Welcome to Electrolite's comments section.
Hard-Hitting Moderator: Teresa Nielsen Hayden.

Comments on On the day:

Erik V. Olson ::: (view all by) ::: September 11, 2002, 09:20 AM:

Good advice. If New York needs me, New York know how to get a hold of me, otherwise, I'm going to just keep silent today.

Simon Shoedecker ::: (view all by) ::: September 11, 2002, 12:53 PM:

You write in the spirit of Harvey Milk's great "America, love it or leave it" speech. A civilized round of applause, sir.

Bob Webber ::: (view all by) ::: September 11, 2002, 11:29 PM:

Maybe it's just the rather plodding MIDI sequence (as ever-so-euphoniously rendered through the strangled-dwarf sound system of a TiBook, but the song is perhaps a few verses on the long side. One might perhaps select and rearrange these a bit if one performed them, privately or publically.

America might be a different place if children grew up singing the praises of some of the virtues articulated in America the Beautiful and not covered in the current anthem:

O beautiful for heroes proved
In liberating strife.
Who more than self their country loved
And mercy more than life!
America! America!
May God thy gold refine
Till all success be nobleness
And every gain divine!

Long may you continue to find way to sing out about your love for your country, along with your belief in its continued possibility for improvement.

Marissa Lingen ::: (view all by) ::: September 12, 2002, 10:11 AM:

All year I've been distinguishing between "God Bless America" patriots and "This Land Is Your Land" patriots.
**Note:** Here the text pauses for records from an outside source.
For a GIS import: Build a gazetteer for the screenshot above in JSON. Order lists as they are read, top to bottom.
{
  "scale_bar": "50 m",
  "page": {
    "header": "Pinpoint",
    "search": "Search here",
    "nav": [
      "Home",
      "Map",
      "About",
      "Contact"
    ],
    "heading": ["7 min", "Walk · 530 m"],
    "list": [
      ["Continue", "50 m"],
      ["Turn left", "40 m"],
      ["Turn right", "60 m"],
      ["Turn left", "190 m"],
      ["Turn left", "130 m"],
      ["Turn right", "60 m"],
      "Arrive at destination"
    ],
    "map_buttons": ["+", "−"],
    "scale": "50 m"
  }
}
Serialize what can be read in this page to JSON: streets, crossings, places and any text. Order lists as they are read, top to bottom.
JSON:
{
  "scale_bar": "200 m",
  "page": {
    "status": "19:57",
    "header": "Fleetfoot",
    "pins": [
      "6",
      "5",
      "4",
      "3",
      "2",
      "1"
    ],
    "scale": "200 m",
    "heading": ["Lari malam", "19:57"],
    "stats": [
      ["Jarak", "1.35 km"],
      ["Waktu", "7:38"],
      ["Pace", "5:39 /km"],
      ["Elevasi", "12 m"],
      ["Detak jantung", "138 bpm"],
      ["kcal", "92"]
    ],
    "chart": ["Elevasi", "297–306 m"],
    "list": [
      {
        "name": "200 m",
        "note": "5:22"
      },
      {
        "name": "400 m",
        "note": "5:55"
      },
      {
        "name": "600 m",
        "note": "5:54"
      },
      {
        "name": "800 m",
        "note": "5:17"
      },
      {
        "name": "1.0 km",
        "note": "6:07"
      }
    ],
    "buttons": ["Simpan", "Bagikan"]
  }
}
I had forgotten the other verses of "America the Beautiful." They're good, too. Thanks for reminding me.

Daryl McCullough ::: (view all by) ::: September 12, 2002, 02:22 PM:

Patrick,

I agree about "America the Beautiful". I was not familiar with any but the first verse (and I considered it pretty bland and uninspiring), but after 9/11 last year, I heard some group on TV singing the whole song. When I heard the particular words

Thine alabaster cities gleam
Undimmed by human tears!

I broke into tears myself.

Daryl McCullough ::: (view all by) ::: September 12, 2002, 02:29 PM:

Marissa,

We miss a lot from our short attention spans. Most people never sing more than the chorus of "This Land is Your Land", either. But the best part (for lefties like me) are the last two:

As I was walkin' - I saw a sign there
And that sign said - no tress passin'
But on the other side .... it didn't say nothin!
Now that side was made for you and me!

In the squares of the city - In the shadow of the steeple
Near the relief office - I see my people
And some are grumblin' and some are wonderin'
If this land's still made for you and me.

Jo Walton ::: (view all by) ::: September 12, 2002, 02:54 PM:

Have you heard the version of America the Beautiful that the rock group Spirit did on their live album "Spirit of 76"? Not being American, it was the first time I'd happened to hear the song.

It's beautiful.

Thinking of that now, in the context of this post makes me think of the concert at the end of Martin's _The Armageddon Rag_.

Jo

Gary Farber ::: (view all by) ::: September 12, 2002, 03:26 PM:

I mostly stayed away from tv and news and media the past few days.I played a lot of computer games. Part of the time I stayed by myself, and didn\ computer/online intake stuff, and part of the time I drank, and part of the time I dipped into the wallowing, and then retreated. Part of the time was stayed entirely sober, and still I engaged and avoided. Occassionally I popped up and said something drunken, foolish, and regretably foolish. I spent the evening of September 11th hanging out having sober funny \ conversations with my new friends in this house: talking some politics, talking some movie/tv stuff,talking some sf/comics stuff, talking some frivoliousness stuff.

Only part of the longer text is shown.